## What this task involves
If an entry holds a picture, leave that picture out. Give everything else again exactly.

^^^^^^^^^^^^^^^^

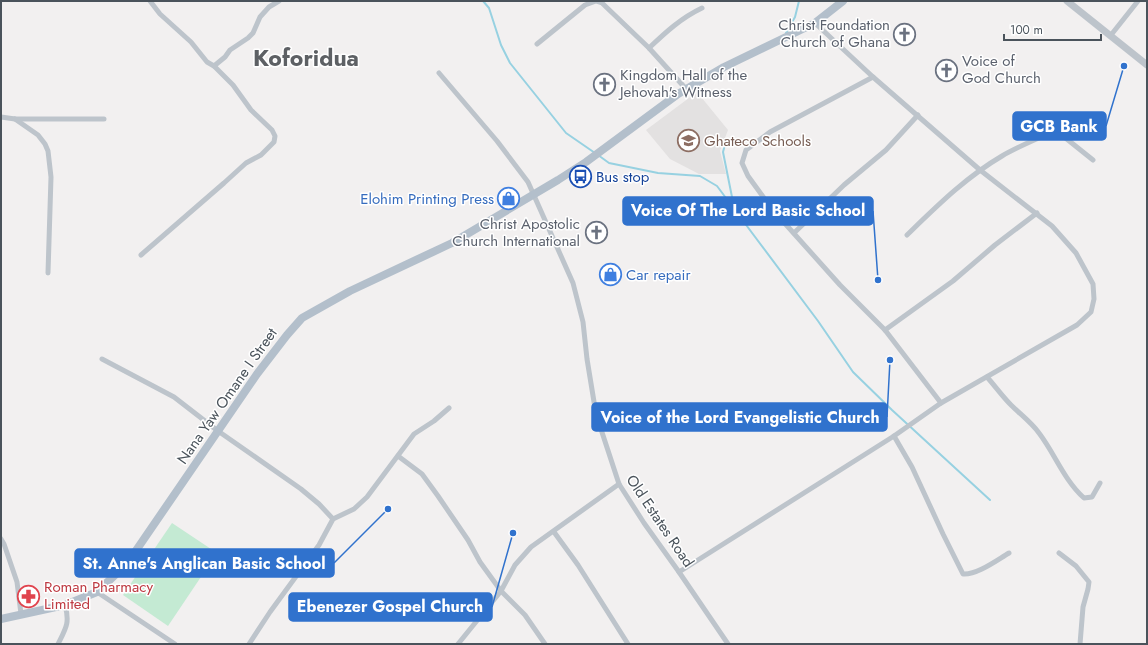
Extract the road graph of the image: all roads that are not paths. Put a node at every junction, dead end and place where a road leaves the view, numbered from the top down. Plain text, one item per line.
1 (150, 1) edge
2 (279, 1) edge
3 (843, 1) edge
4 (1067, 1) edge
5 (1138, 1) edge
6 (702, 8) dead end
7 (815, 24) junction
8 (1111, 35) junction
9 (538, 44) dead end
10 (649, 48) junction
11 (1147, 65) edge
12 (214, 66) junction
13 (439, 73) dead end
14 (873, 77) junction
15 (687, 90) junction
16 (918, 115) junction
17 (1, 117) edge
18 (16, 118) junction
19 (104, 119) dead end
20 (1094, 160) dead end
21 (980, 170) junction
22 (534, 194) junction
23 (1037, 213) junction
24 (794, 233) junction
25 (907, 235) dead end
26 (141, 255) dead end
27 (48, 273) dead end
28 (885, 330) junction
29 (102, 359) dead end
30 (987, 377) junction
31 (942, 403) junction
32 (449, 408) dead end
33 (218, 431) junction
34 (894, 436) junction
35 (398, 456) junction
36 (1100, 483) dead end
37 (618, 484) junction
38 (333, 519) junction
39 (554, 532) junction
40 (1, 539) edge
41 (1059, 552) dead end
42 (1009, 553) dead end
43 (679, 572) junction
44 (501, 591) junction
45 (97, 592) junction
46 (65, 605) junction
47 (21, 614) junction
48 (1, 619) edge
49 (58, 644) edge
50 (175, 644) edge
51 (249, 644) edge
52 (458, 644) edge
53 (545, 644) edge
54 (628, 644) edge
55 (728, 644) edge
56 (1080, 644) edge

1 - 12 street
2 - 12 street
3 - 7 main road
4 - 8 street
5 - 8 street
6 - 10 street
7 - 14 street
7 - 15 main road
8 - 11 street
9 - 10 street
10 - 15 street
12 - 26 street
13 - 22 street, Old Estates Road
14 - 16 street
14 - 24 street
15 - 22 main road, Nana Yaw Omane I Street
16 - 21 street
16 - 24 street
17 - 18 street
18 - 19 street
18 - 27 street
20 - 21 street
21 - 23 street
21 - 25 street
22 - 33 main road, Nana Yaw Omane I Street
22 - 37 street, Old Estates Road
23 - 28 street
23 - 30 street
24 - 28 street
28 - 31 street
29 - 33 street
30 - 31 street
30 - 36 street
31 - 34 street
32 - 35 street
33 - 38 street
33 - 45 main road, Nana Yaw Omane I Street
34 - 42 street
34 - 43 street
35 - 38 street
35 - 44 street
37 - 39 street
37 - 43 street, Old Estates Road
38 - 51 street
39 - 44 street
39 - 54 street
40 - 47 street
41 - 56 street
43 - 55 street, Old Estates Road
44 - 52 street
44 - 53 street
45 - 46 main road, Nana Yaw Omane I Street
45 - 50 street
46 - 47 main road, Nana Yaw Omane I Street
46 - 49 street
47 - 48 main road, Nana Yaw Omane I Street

^^^^^^^^^^^^^^^^

## Finished exercise
Extract the road graph of the image: all roads that are not paths. Put a node at every junction, dead end and place where a road leaves the view, numbered from the top down. Plain text, one item per line.
1 (150, 1) edge
2 (279, 1) edge
3 (843, 1) edge
4 (1067, 1) edge
5 (1138, 1) edge
6 (702, 8) dead end
7 (815, 24) junction
8 (1111, 35) junction
9 (538, 44) dead end
10 (649, 48) junction
11 (1147, 65) edge
12 (214, 66) junction
13 (439, 73) dead end
14 (873, 77) junction
15 (687, 90) junction
16 (918, 115) junction
17 (1, 117) edge
18 (16, 118) junction
19 (104, 119) dead end
20 (1094, 160) dead end
21 (980, 170) junction
22 (534, 194) junction
23 (1037, 213) junction
24 (794, 233) junction
25 (907, 235) dead end
26 (141, 255) dead end
27 (48, 273) dead end
28 (885, 330) junction
29 (102, 359) dead end
30 (987, 377) junction
31 (942, 403) junction
32 (449, 408) dead end
33 (218, 431) junction
34 (894, 436) junction
35 (398, 456) junction
36 (1100, 483) dead end
37 (618, 484) junction
38 (333, 519) junction
39 (554, 532) junction
40 (1, 539) edge
41 (1059, 552) dead end
42 (1009, 553) dead end
43 (679, 572) junction
44 (501, 591) junction
45 (97, 592) junction
46 (65, 605) junction
47 (21, 614) junction
48 (1, 619) edge
49 (58, 644) edge
50 (175, 644) edge
51 (249, 644) edge
52 (458, 644) edge
53 (545, 644) edge
54 (628, 644) edge
55 (728, 644) edge
56 (1080, 644) edge

1 - 12 street
2 - 12 street
3 - 7 main road
4 - 8 street
5 - 8 street
6 - 10 street
7 - 14 street
7 - 15 main road
8 - 11 street
9 - 10 street
10 - 15 street
12 - 26 street
13 - 22 street, Old Estates Road
14 - 16 street
14 - 24 street
15 - 22 main road, Nana Yaw Omane I Street
16 - 21 street
16 - 24 street
17 - 18 street
18 - 19 street
18 - 27 street
20 - 21 street
21 - 23 street
21 - 25 street
22 - 33 main road, Nana Yaw Omane I Street
22 - 37 street, Old Estates Road
23 - 28 street
23 - 30 street
24 - 28 street
28 - 31 street
29 - 33 street
30 - 31 street
30 - 36 street
31 - 34 street
32 - 35 street
33 - 38 street
33 - 45 main road, Nana Yaw Omane I Street
34 - 42 street
34 - 43 street
35 - 38 street
35 - 44 street
37 - 39 street
37 - 43 street, Old Estates Road
38 - 51 street
39 - 44 street
39 - 54 street
40 - 47 street
41 - 56 street
43 - 55 street, Old Estates Road
44 - 52 street
44 - 53 street
45 - 46 main road, Nana Yaw Omane I Street
45 - 50 street
46 - 47 main road, Nana Yaw Omane I Street
46 - 49 street
47 - 48 main road, Nana Yaw Omane I Street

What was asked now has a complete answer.